A key attraction for me is the ability to use real civil engineering considerations when building roads and railroads, and the maps are grand enough to make it quite satisfying to ride along on your vehicles as you move through the landscape.

I just fired up another Civ VI game to see if I’ve still got enough interest to check out Civ VII. Of course I will eventually, but I may wait for a patch or two.

I have adored this series since the very beginning, so I am a little bummed to say that I won’t be coming along for the ride this time. I guess I just arrived at a point in life where I’ve got too much that I want to do, and it’s hard to justify carving out time on the ol’ calendar for a gigantic time suck like Civ. I hope you guys will blow some shit up in my honor.

I agree. I cannot summon up t he desire to pay a premium price for a game getting such bad reviews, following on from a mediocre predecessor.

Interestingly I’ve never heard of Transport Fever. I like these crunchy resource management games, but I wonder if the focus on transportation only is a little limited? How does it stack up to something like Workers & Resources?

I had a look at Transport Fever, and something about it suggests it’ll disappoint. All the screenshots are “look at the cool graphics.”

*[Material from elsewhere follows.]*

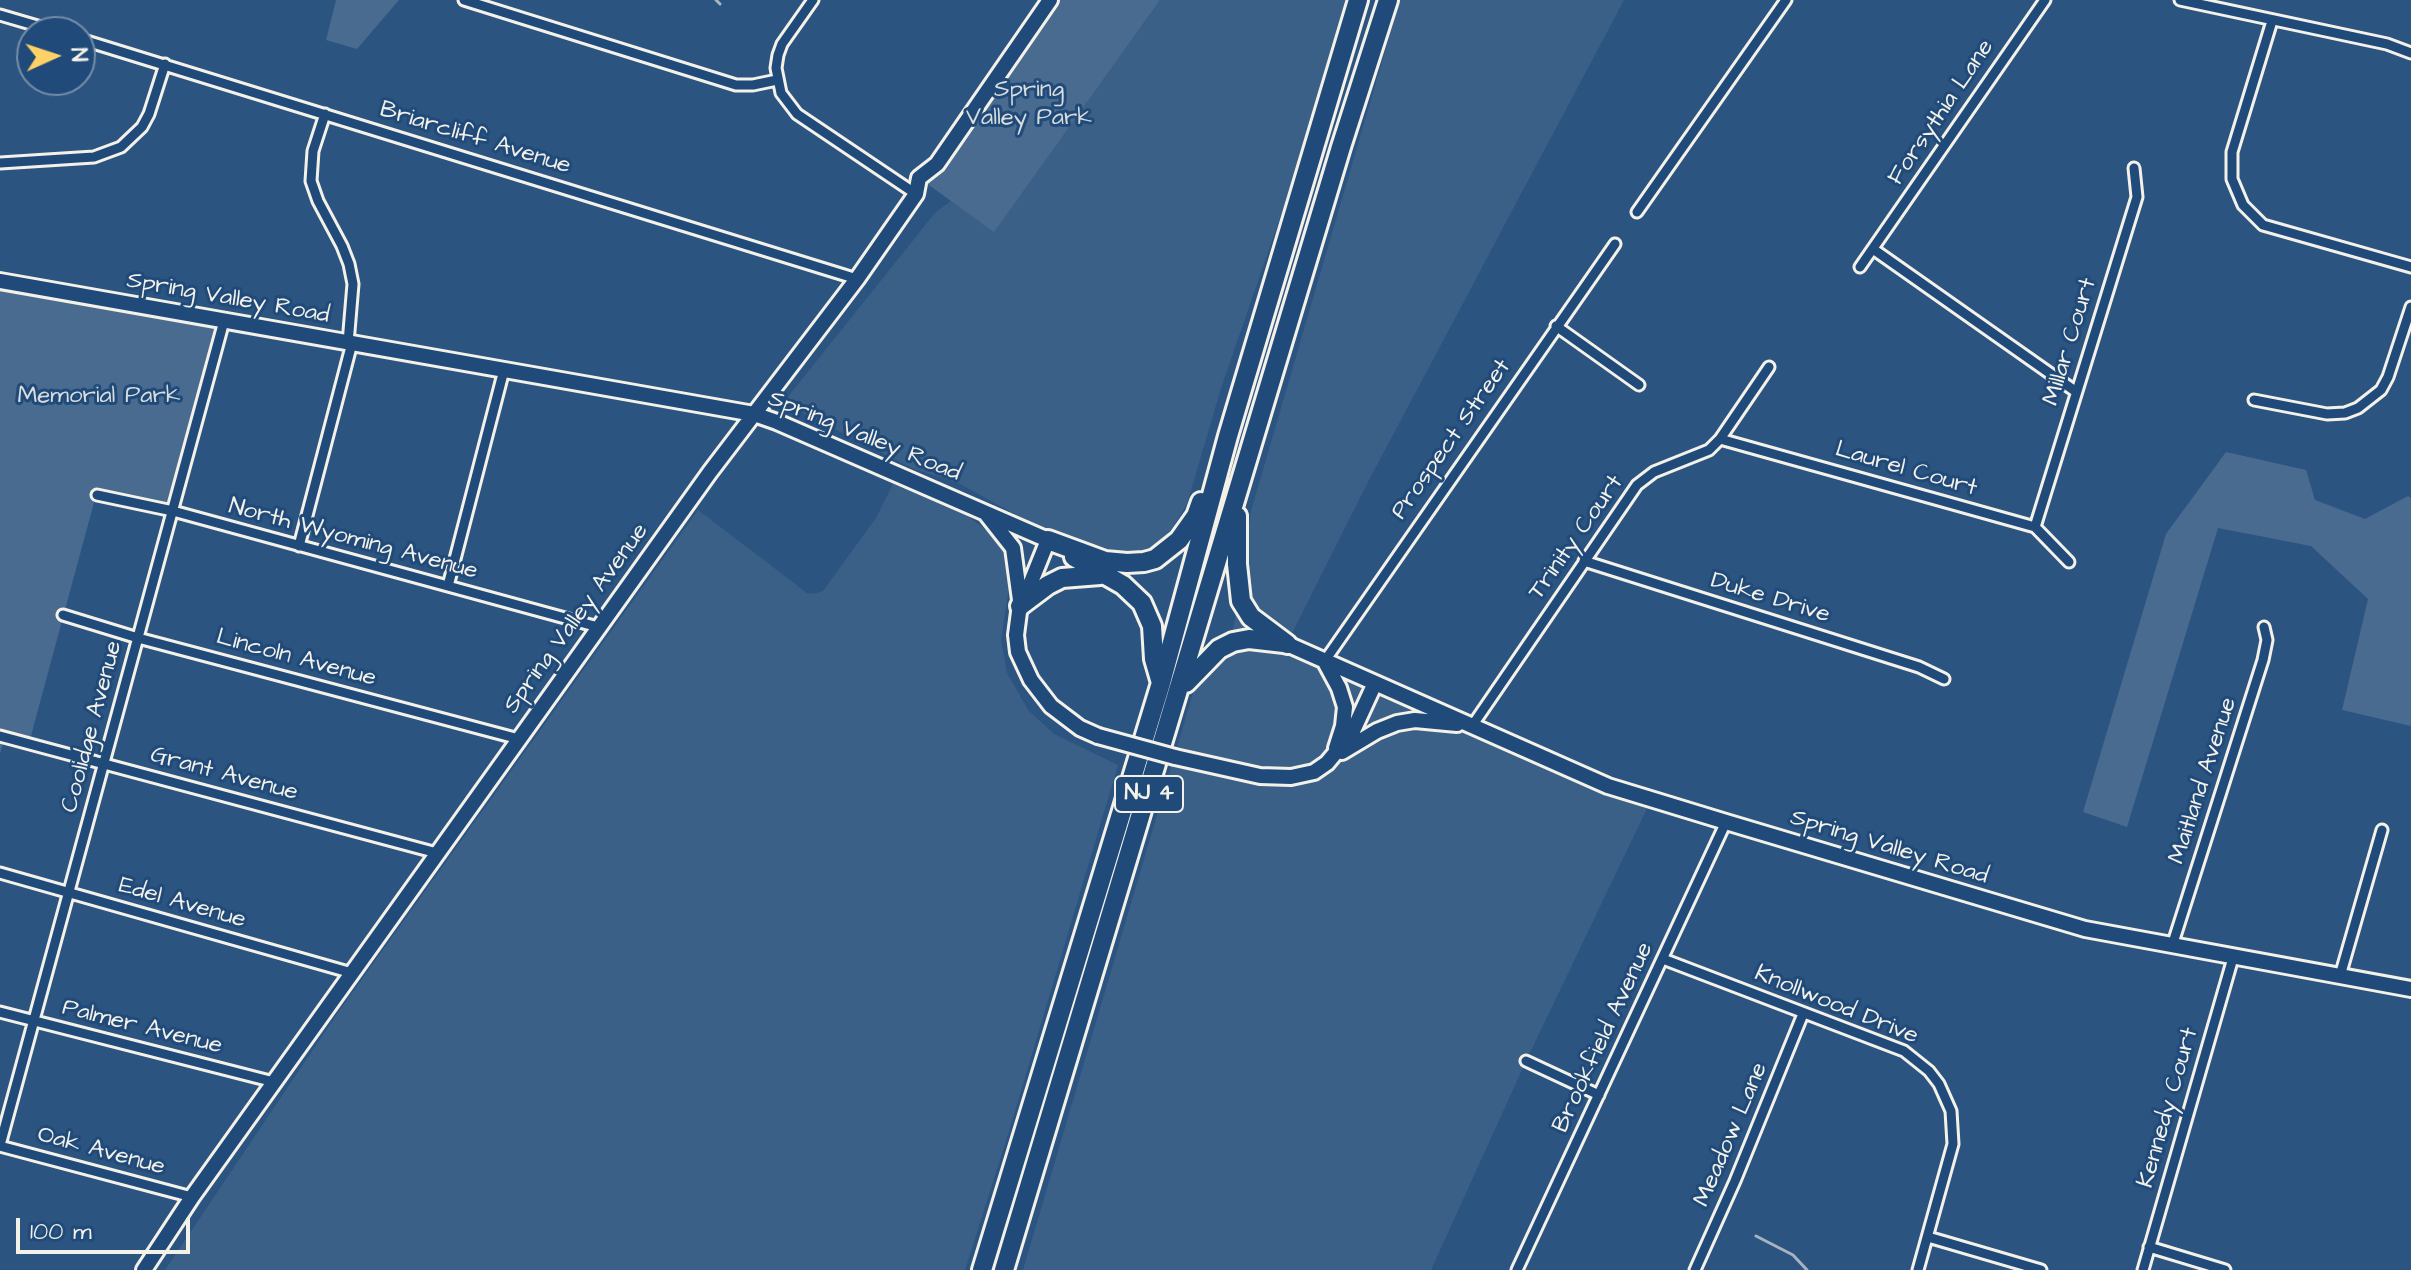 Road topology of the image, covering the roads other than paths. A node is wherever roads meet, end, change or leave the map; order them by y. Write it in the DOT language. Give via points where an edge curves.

It felt that way to me at first, and even the number of commodities to transport is quite limited, and consequently the number of production chains seems rather paltry. But boy howdy does the complexity and intricacy become spectacular, with bazillions of big and little problems to solve and refinements to make.

It differs from games like Workers and Resources in precisely that way - production and consumption is handled by the “AI” and you focus on getting stuff where it needs to go. A limitation that seems confining at first but results in a real explosion of possibilities.

I agree with @RickJay that it seems a bit “dorky” from a lot of vantage points. And there are some ways in which it plays fast and loose with the boundary between “game” and “simulation,” but it has WAY more content than I have ever touched and I’ve played for over 2000 hours. It’s very solid and very high quality. But be patient, it isn’t a “quick to master” experience.

This discussion got me curious and it seems I played Transport Fever 2 for 6 hours. I believe it’s the one wherein I had two games, one that hauled rock and the later, with metro bus service.

I am reinstalling to see, and possibly spend more time with it now that I’m retired.